• Task item: Scan the entries for lines with the word "BURRIANA", then copy those lines.
START Dataset
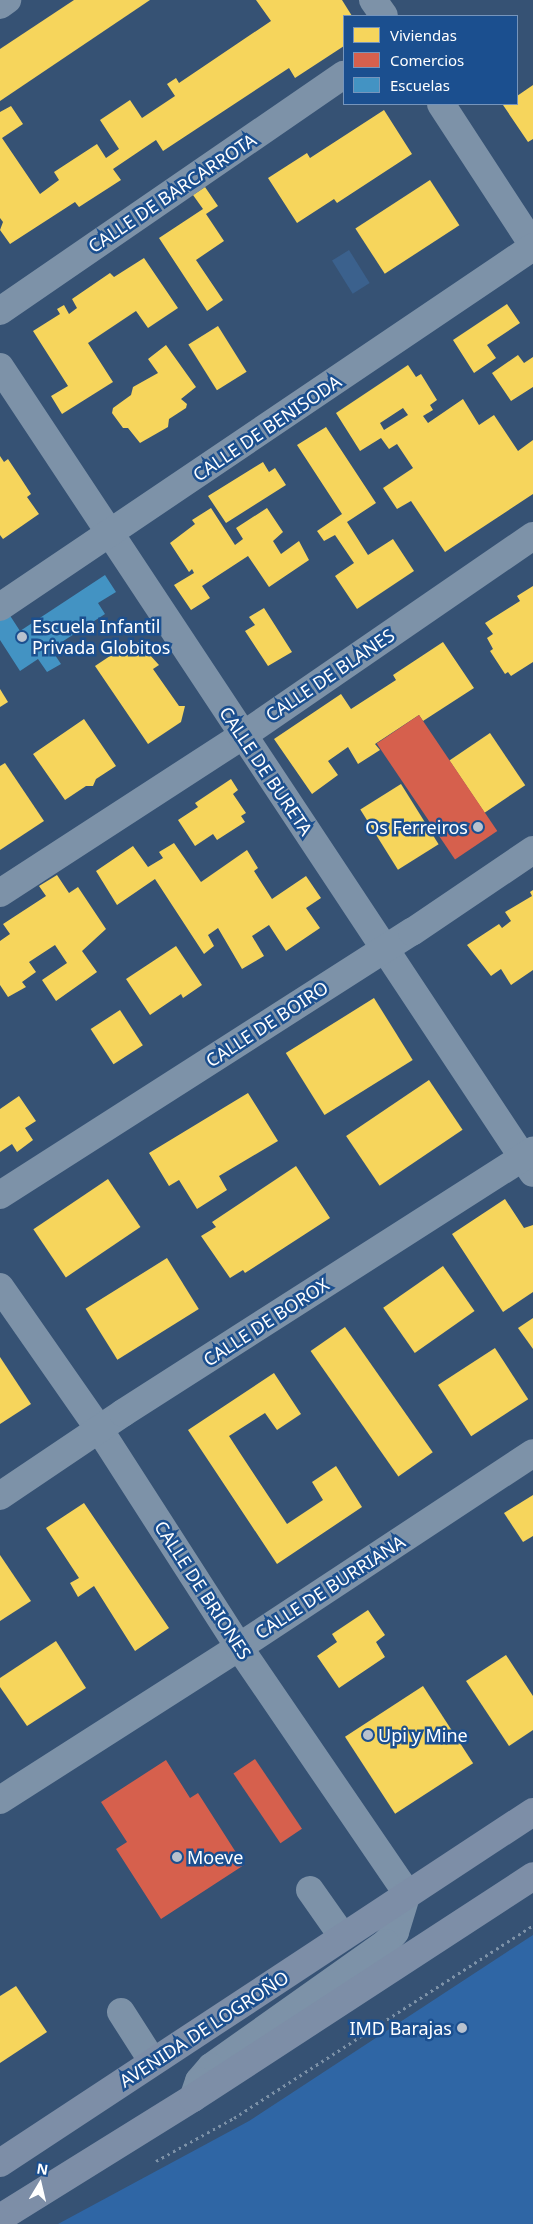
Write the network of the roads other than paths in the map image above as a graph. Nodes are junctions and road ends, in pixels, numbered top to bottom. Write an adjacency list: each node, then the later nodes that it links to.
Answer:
1 (7, 0): 3 (street)
2 (374, 0): 4 (street)
3 (0, 5)
4 (383, 15)
5 (343, 76): 8 (street, CALLE DE BARCARROTA)
6 (442, 105): 7 (street)
7 (533, 246): 10 (street, CALLE DE BENISODA)
8 (0, 311)
9 (0, 367): 10 (street, CALLE DE BURETA)
10 (110, 534): 12 (street, CALLE DE BENISODA); 13 (street, CALLE DE BURETA)
11 (533, 536): 13 (street, CALLE DE BLANES)
12 (0, 607)
13 (242, 736): 15 (street, CALLE DE BLANES); 16 (street, CALLE DE BURETA)
14 (533, 850): 16 (street, CALLE DE BOIRO)
15 (0, 893)
16 (384, 948): 17 (street, CALLE DE BURETA); 18 (street, CALLE DE BOIRO)
17 (530, 1161): 20 (street, CALLE DE BOROX)
18 (0, 1195)
19 (0, 1287): 20 (street, CALLE DE BRIONES)
20 (99, 1429): 22 (street, CALLE DE BOROX); 23 (street, CALLE DE BRIONES)
21 (533, 1453): 23 (street, CALLE DE BURRIANA)
22 (0, 1496)
23 (239, 1647): 24 (street, CALLE DE BURRIANA); 28 (street, CALLE DE BRIONES)
24 (0, 1800)
25 (533, 1812): 28 (main road, AVENIDA DE LOGROÑO)
26 (533, 1876): 32 (main road)
27 (310, 1890): 29 (street)
28 (407, 1893): 29 (main road, AVENIDA DE LOGROÑO); 32 (street, AVENIDA DE LOGROÑO)
29 (343, 1937): 31 (main road, AVENIDA DE LOGROÑO)
30 (121, 2012): 31 (street)
31 (153, 2062): 33 (main road, AVENIDA DE LOGROÑO)
32 (193, 2098): 34 (main road)
33 (0, 2163)
34 (7, 2208)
END Dataset
• Answer for this exercise:
21 (533, 1453): 23 (street, CALLE DE BURRIANA)
23 (239, 1647): 24 (street, CALLE DE BURRIANA); 28 (street, CALLE DE BRIONES)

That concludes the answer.